[Assignment] The records below hold a stretch from the line with "label('VG Wittlich-Land', 37, 1650, '16px" through the line with "label('Sie der Verwendung"; return exactly those lines, ends included, and nothing more.

[Provided data]
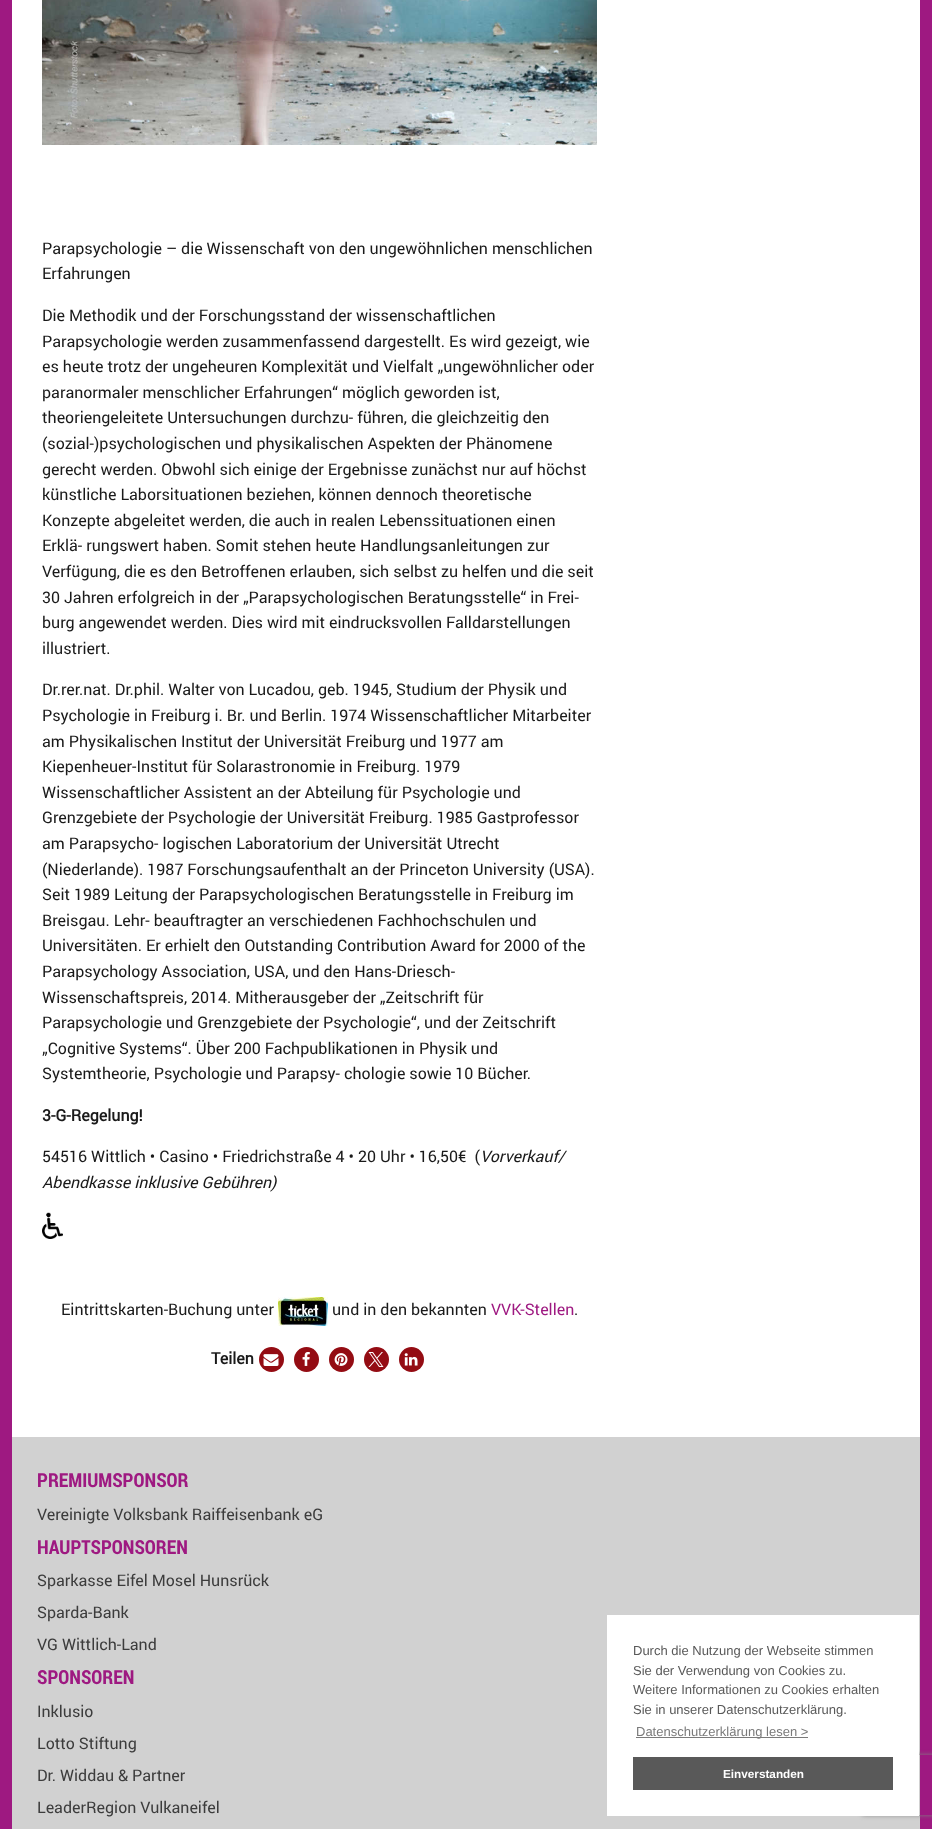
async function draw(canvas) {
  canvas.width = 932;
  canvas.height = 1829;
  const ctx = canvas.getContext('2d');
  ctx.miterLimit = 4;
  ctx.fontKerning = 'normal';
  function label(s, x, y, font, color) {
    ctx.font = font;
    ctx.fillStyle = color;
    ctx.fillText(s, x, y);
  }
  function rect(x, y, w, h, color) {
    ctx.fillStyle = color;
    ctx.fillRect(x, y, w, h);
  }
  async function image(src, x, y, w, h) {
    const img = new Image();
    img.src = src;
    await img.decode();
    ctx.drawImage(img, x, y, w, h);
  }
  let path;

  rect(0, 0, 932, 1829, '#fff');
  rect(920, 0, 12, 1829, '#9e1981');
  rect(0, 0, 12, 1829, '#9e1981');
  await image('assets/img1.png', 42, 0, 555, 145);
  label('Parapsychologie – die Wissenschaft von den ungewöhnlichen menschlichen', 42, 254, '16px Roboto', '#1a1a1a');
  label('Erfahrungen', 42, 279, '16px Roboto', '#1a1a1a');
  label('Die Methodik und der Forschungsstand der wissenschaftlichen', 42, 321, '16px Roboto', '#1a1a1a');
  label('Parapsychologie werden zusammenfassend dargestellt. Es wird gezeigt, wie', 42, 347, '16px Roboto', '#1a1a1a');
  label('es heute trotz der ungeheuren Komplexität und Vielfalt „ungewöhnlicher oder', 42, 372, '16px Roboto', '#1a1a1a');
  label('paranormaler menschlicher Erfahrungen“ möglich geworden ist,', 42, 398, '16px Roboto', '#1a1a1a');
  label('theoriengeleitete Untersuchungen durchzu- führen, die gleichzeitig den', 42, 423, '16px Roboto', '#1a1a1a');
  label('(sozial-)psychologischen und physikalischen Aspekten der Phänomene', 42, 449, '16px Roboto', '#1a1a1a');
  label('gerecht werden. Obwohl sich einige der Ergebnisse zunächst nur auf höchst', 42, 475, '16px Roboto', '#1a1a1a');
  label('künstliche Laborsituationen beziehen, können dennoch theoretische', 42, 500, '16px Roboto', '#1a1a1a');
  label('Konzepte abgeleitet werden, die auch in realen Lebenssituationen einen', 42, 526, '16px Roboto', '#1a1a1a');
  label('Erklä- rungswert haben. Somit stehen heute Handlungsanleitungen zur', 42, 551, '16px Roboto', '#1a1a1a');
  label('Verfügung, die es den Betroffenen erlauben, sich selbst zu helfen und die seit', 42, 577, '16px Roboto', '#1a1a1a');
  label('30 Jahren erfolgreich in der „Parapsychologischen Beratungsstelle“ in Frei-', 42, 603, '16px Roboto', '#1a1a1a');
  label('burg angewendet werden. Dies wird mit eindrucksvollen Falldarstellungen', 42, 628, '16px Roboto', '#1a1a1a');
  label('illustriert.', 42, 654, '16px Roboto', '#1a1a1a');
  label('Dr.rer.nat. Dr.phil. Walter von Lucadou, geb. 1945, Studium der Physik und', 42, 695, '16px Roboto', '#1a1a1a');
  label('Psychologie in Freiburg i. Br. und Berlin. 1974 Wissenschaftlicher Mitarbeiter', 42, 721, '16px Roboto', '#1a1a1a');
  label('am Physikalischen Institut der Universität Freiburg und 1977 am', 42, 747, '16px Roboto', '#1a1a1a');
  label('Kiepenheuer-Institut für Solarastronomie in Freiburg. 1979', 42, 772, '16px Roboto', '#1a1a1a');
  label('Wissenschaftlicher Assistent an der Abteilung für Psychologie und', 42, 798, '16px Roboto', '#1a1a1a');
  label('Grenzgebiete der Psychologie der Universität Freiburg. 1985 Gastprofessor', 42, 823, '16px Roboto', '#1a1a1a');
  label('am Parapsycho- logischen Laboratorium der Universität Utrecht', 42, 849, '16px Roboto', '#1a1a1a');
  label('(Niederlande). 1987 Forschungsaufenthalt an der Princeton University (USA).', 42, 875, '16px Roboto', '#1a1a1a');
  label('Seit 1989 Leitung der Parapsychologischen Beratungsstelle in Freiburg im', 42, 900, '16px Roboto', '#1a1a1a');
  label('Breisgau. Lehr- beauftragter an verschiedenen Fachhochschulen und', 42, 926, '16px Roboto', '#1a1a1a');
  label('Universitäten. Er erhielt den Outstanding Contribution Award for 2000 of the', 42, 951, '16px Roboto', '#1a1a1a');
  label('Parapsychology Association, USA, und den Hans-Driesch-', 42, 977, '16px Roboto', '#1a1a1a');
  label('Wissenschaftspreis, 2014. Mitherausgeber der „Zeitschrift für', 42, 1003, '16px Roboto', '#1a1a1a');
  label('Parapsychologie und Grenzgebiete der Psychologie“, und der Zeitschrift', 42, 1028, '16px Roboto', '#1a1a1a');
  label('„Cognitive Systems“. Über 200 Fachpublikationen in Physik und', 42, 1054, '16px Roboto', '#1a1a1a');
  label('Systemtheorie, Psychologie und Parapsy- chologie sowie 10 Bücher.', 42, 1079, '16px Roboto', '#1a1a1a');
  label('3-G-Regelung!', 42, 1121, 'bold 16px Roboto', '#1a1a1a');
  label('54516 Wittlich • Casino • Friedrichstraße 4 • 20 Uhr • 16,50€  (', 42, 1162, '16px Roboto', '#1a1a1a');
  label('Vorverkauf/', 480, 1162, 'italic 16px Roboto', '#1a1a1a');
  label('Abendkasse inklusive Gebühren)', 42, 1188, 'italic 16px Roboto', '#1a1a1a');
  await image('assets/img2.png', 42, 1212, 21, 27);
  label('Eintrittskarten-Buchung unter', 61, 1315, '16px Roboto', '#1a1a1a');
  await image('assets/img3.png', 278, 1297, 50, 29);
  label('und in den bekannten', 332, 1315, '16px Roboto', '#1a1a1a');
  label('VVK-Stellen', 491, 1315, '16px Roboto', '#9e1981');
  label('.', 574, 1315, '16px Roboto', '#1a1a1a');
  label('Teilen', 211, 1364, 'bold 16px Roboto', '#1a1a1a');
  ctx.fillStyle = '#940c13';
  ctx.beginPath();
  ctx.arc(271.5, 1359.5, 12.5, 0, 2 * Math.PI);
  ctx.fill();
  await image('assets/img4.png', 263, 1354, 16, 12);
  ctx.beginPath();
  ctx.arc(306.5, 1359.5, 12.5, 0, 2 * Math.PI);
  ctx.fill();
  await image('assets/img5.png', 302, 1352, 8, 14);
  ctx.beginPath();
  ctx.arc(341.5, 1359.5, 12.5, 0, 2 * Math.PI);
  ctx.fill();
  await image('assets/img6.png', 334, 1353, 14, 13);
  ctx.beginPath();
  ctx.arc(376.5, 1359.5, 12.5, 0, 2 * Math.PI);
  ctx.fill();
  await image('assets/img7.png', 368, 1352, 16, 15);
  ctx.beginPath();
  ctx.arc(411.5, 1359.5, 12.5, 0, 2 * Math.PI);
  ctx.fill();
  await image('assets/img8.png', 404, 1353, 14, 13);
  rect(12, 1437, 908, 392, '#d1d1d1');
  label('PREMIUMSPONSOR', 37, 1487, 'bold 19.25px Roboto Condensed', '#9e1981');
  label('Vereinigte Volksbank Raiffeisenbank eG', 37, 1520, '16px Roboto', '#3c3c3c');
  label('HAUPTSPONSOREN', 37, 1554, 'bold 19.25px Roboto Condensed', '#9e1981');
  label('Sparkasse Eifel Mosel Hunsrück', 37, 1586, '16px Roboto', '#3c3c3c');
  label('Sparda-Bank', 37, 1618, '16px Roboto', '#3c3c3c');
  label('VG Wittlich-Land', 37, 1650, '16px Roboto', '#3c3c3c');
  label('SPONSOREN', 37, 1684, 'bold 19.25px Roboto Condensed', '#9e1981');
  label('Inklusio', 37, 1717, '16px Roboto', '#3c3c3c');
  label('Lotto Stiftung', 37, 1749, '16px Roboto', '#3c3c3c');
  label('Dr. Widdau & Partner', 37, 1781, '16px Roboto', '#3c3c3c');
  label('LeaderRegion Vulkaneifel', 37, 1813, '16px Roboto', '#3c3c3c');
  ctx.save();
  path = new Path2D('M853 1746H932V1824H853ZM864 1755H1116C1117 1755 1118 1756 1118 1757V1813C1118 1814 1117 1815 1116 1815H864C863 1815 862 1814 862 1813V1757C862 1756 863 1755 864 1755Z');
  ctx.clip(path, 'evenodd');
  ctx.fillStyle = '#808080';
  ctx.filter = 'blur(2.5px)';
  ctx.beginPath();
  ctx.roundRect(862, 1755, 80, 60, 2);
  ctx.fill();
  ctx.filter = 'none';
  ctx.restore();
  rect(607, 1615, 312, 201, '#fff');
  label('Durch die Nutzung der Webseite stimmen', 633, 1655, '13px Liberation Sans', '#595959');
  label('Sie der Verwendung von Cookies zu.', 633, 1675, '13px Liberation Sans', '#595959');
  label('Weitere Informationen zu Cookies erhalten', 633, 1694, '13px Liberation Sans', '#595959');
  label('Sie in unserer Datenschutzerklärung.', 633, 1714, '13px Liberation Sans', '#595959');
  rect(636, 1737, 172, 1, '#7a7a7a');
  label('Datenschutzerklärung lesen >', 636, 1736, '13px Liberation Sans', '#7a7a7a');
  rect(633, 1757, 260, 33, '#595959');
  label('Einverstanden', 723, 1778, 'bold 11.75px Liberation Sans', '#fff');
}

draw(document.querySelector('canvas'));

[Solved exercise]
  label('VG Wittlich-Land', 37, 1650, '16px Roboto', '#3c3c3c');
  label('SPONSOREN', 37, 1684, 'bold 19.25px Roboto Condensed', '#9e1981');
  label('Inklusio', 37, 1717, '16px Roboto', '#3c3c3c');
  label('Lotto Stiftung', 37, 1749, '16px Roboto', '#3c3c3c');
  label('Dr. Widdau & Partner', 37, 1781, '16px Roboto', '#3c3c3c');
  label('LeaderRegion Vulkaneifel', 37, 1813, '16px Roboto', '#3c3c3c');
  ctx.save();
  path = new Path2D('M853 1746H932V1824H853ZM864 1755H1116C1117 1755 1118 1756 1118 1757V1813C1118 1814 1117 1815 1116 1815H864C863 1815 862 1814 862 1813V1757C862 1756 863 1755 864 1755Z');
  ctx.clip(path, 'evenodd');
  ctx.fillStyle = '#808080';
  ctx.filter = 'blur(2.5px)';
  ctx.beginPath();
  ctx.roundRect(862, 1755, 80, 60, 2);
  ctx.fill();
  ctx.filter = 'none';
  ctx.restore();
  rect(607, 1615, 312, 201, '#fff');
  label('Durch die Nutzung der Webseite stimmen', 633, 1655, '13px Liberation Sans', '#595959');
  label('Sie der Verwendung von Cookies zu.', 633, 1675, '13px Liberation Sans', '#595959');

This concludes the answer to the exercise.